* About this exercise: All lines with the word "lane" must be pulled from the entries below.

■ ■ ■ ■

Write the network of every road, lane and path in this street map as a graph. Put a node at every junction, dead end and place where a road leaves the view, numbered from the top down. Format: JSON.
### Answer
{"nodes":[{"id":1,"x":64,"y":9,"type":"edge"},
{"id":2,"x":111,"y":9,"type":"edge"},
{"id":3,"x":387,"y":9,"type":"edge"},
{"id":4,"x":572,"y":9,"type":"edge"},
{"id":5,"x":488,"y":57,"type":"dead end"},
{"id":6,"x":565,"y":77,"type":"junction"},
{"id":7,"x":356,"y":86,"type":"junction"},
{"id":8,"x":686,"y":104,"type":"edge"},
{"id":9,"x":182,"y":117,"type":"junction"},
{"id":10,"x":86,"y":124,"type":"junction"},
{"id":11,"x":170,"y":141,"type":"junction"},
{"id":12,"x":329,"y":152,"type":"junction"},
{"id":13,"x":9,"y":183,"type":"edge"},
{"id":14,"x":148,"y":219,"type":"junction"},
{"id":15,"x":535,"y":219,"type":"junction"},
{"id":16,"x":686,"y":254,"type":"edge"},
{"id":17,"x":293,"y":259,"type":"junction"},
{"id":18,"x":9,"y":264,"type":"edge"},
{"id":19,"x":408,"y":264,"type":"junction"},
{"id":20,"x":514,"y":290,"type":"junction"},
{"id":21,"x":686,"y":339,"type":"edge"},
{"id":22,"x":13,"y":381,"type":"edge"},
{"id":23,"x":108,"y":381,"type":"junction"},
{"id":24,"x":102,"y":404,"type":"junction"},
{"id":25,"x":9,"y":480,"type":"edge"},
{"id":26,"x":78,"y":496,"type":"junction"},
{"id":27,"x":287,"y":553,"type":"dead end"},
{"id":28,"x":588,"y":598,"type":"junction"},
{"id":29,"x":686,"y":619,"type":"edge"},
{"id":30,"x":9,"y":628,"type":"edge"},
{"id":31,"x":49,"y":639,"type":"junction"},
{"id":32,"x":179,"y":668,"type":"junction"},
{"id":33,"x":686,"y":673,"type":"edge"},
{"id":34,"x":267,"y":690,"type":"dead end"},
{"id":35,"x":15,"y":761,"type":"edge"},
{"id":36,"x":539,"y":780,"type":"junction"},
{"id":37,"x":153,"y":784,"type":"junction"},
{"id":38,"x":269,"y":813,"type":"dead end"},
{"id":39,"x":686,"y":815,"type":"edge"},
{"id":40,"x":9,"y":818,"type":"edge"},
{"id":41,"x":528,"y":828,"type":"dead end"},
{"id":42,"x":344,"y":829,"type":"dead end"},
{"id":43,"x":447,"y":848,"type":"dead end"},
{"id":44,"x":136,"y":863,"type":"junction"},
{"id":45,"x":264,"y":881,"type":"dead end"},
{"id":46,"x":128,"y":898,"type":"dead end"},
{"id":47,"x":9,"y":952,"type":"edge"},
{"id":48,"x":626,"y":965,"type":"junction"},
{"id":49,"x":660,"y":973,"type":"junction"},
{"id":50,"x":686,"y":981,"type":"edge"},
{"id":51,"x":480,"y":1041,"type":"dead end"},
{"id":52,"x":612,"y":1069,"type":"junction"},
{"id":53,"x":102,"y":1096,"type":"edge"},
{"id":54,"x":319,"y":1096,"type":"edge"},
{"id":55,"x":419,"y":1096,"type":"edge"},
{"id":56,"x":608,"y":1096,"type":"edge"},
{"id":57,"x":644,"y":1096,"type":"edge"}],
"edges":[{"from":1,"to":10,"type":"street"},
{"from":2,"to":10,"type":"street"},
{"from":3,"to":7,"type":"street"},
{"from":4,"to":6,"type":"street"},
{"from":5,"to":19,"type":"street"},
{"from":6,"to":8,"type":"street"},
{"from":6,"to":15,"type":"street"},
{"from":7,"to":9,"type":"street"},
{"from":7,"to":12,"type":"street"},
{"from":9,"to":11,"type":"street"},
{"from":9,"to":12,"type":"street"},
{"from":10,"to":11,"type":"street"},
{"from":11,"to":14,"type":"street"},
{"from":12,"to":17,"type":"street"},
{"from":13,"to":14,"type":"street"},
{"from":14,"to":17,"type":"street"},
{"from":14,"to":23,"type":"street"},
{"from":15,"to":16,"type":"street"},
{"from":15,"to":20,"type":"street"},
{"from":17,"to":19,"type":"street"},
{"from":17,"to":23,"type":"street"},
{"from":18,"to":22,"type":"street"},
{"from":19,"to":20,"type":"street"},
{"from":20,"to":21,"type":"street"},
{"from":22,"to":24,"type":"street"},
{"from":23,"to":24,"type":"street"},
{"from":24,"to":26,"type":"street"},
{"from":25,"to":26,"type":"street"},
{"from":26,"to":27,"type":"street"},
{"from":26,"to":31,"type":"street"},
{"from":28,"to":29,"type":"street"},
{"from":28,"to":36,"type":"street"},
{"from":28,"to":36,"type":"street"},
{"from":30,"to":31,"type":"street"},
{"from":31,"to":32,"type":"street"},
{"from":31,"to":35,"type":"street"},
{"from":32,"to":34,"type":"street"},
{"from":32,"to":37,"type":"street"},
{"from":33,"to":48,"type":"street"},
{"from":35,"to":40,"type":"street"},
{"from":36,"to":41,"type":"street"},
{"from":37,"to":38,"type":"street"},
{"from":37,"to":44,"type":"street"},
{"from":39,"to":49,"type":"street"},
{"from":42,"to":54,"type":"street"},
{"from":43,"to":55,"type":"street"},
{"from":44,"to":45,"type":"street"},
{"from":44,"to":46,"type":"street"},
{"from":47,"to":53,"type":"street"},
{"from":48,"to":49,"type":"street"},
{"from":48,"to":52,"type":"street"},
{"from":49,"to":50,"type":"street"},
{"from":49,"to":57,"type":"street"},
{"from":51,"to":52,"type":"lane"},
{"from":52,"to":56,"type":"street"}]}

■ ■ ■ ■

* Written answer:
Write the network of every road, lane and path in this street map as a graph. Put a node at every junction, dead end and place where a road leaves the view, numbered from the top down. Format: JSON.
{"from":51,"to":52,"type":"lane"},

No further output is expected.